On his way to the exit he again passed through the room with the wizards and witches, but in the meantime it had virtually emptied. As the atmosphere became more intense, interest in higher things had disappeared; most people were already busy packing up their supernatural equipment. Only by the stall of a woman in a purple sweater was there still a girl sitting with her hand, palm upward, in that of the lady, like a saint showing her stigmata.

She was an attractive girl. She was no more than nineteen or so, with her blond hair in a ponytail. With feigned interest he stopped and listened to what the palmist had to say. With a slim pen she drew lines, crosses, and circles alongside significant twists in the lines of the hand, which reminded him of markings on astronomical photographs. In general the patterns seem to present a favorable picture, but certain side branches of the lifeline did give cause for alarm: they pointed to a serious illness at the age of about forty; it was also better not to have a grille on the Mount of the Sun. The girl looked at her hand and nodded in understanding.
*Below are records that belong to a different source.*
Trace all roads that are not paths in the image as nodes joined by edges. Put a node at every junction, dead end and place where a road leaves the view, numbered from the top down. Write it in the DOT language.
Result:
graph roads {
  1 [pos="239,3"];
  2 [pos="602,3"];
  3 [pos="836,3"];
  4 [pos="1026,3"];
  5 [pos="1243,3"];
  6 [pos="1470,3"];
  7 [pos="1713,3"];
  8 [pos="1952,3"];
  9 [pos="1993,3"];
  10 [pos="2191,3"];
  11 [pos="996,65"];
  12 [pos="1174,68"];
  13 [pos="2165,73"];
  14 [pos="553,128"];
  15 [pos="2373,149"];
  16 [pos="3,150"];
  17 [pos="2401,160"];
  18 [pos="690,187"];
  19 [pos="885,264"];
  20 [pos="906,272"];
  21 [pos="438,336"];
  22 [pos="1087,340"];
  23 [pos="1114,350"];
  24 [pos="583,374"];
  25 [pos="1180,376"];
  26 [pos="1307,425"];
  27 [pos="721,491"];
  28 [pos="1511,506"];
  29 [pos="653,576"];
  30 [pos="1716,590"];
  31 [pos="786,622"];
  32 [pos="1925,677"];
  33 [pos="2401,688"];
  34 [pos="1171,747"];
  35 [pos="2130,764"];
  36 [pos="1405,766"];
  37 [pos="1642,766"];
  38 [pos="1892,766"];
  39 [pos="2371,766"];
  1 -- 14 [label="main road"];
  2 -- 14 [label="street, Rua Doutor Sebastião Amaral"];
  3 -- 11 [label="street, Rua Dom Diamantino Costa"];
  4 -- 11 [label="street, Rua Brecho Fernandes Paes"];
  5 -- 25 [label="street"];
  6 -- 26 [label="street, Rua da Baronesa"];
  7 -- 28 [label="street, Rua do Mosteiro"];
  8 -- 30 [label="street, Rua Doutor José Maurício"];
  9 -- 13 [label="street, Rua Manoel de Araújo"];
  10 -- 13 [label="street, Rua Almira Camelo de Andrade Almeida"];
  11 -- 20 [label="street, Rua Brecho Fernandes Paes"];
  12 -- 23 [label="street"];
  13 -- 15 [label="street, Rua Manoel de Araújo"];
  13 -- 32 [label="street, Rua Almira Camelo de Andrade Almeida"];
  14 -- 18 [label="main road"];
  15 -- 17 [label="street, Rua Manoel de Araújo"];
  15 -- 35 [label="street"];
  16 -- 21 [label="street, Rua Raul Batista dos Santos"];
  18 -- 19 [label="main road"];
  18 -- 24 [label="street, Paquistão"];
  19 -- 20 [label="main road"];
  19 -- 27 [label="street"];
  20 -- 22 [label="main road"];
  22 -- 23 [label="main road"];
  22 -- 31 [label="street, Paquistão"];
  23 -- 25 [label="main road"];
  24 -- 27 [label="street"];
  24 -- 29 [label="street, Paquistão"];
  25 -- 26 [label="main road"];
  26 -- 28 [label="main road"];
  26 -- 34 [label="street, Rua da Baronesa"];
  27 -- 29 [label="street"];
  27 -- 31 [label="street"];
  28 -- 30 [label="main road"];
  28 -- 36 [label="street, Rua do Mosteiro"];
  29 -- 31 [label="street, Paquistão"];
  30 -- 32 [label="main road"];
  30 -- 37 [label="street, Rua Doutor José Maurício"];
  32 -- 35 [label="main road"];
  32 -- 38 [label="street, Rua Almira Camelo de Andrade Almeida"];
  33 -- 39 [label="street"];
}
"I think what you're doing is quite scandalous," he said suddenly—first and foremost, of course, to make himself known to the girl, but he also meant what he said. "I hope she thinks it's all nonsense, because that's what it is; but meanwhile it's been planted in her head—your threat about that illness. For twenty years." The two women looked up at him, the girl with an amused look, the astrologer with a morose glance over her semicircular reading glasses. She was his own age, perhaps a little older; dark-brown hair lay in strange twists across her head, as though an enormous lizard had nestled there, an iguana. Something in her face immediately grabbed him. He saw her small breasts in her sweater, between them a pendant with a flat metal hand on it—and at that moment he knew that he wanted to go to bed not with her client, but with her.

"Scandalous," he said, still looking at her.

Perhaps the girl had seen the change; she got up, said goodbye politely, and left.

"I think we have a bone to pick with each other," he said severely.

When she got up to pack, she turned out to be very slightly built: her beastly crown did not even come up to his shoulders. Without a word she put on her coat and went outside. Wondering how he was to break through that silence, he followed her to the car park. When she had put the key into the door of a small car, she suddenly turned to him and gestured invitingly.

He burst out laughing. "I've got one too. I'll follow you."

A little later, in his dark-green sports car with the white cloth hood, which was raring to go faster, he dawdled behind her along the road to The Hague, with a constant semi-erection because of the situation.

"A fortune-teller!" he cried as they passed Delft, and banged his wooden steering wheel. "That's all I needed!" He felt in his element and began singing a Mahler song:
"Wenn mein Schatz Hochzeit macht, fröhliche Hochzeit macht
..." Tears welled up in his eyes. Melancholy, lust, music—suddenly everything overwhelmed him as he watched the red taillights.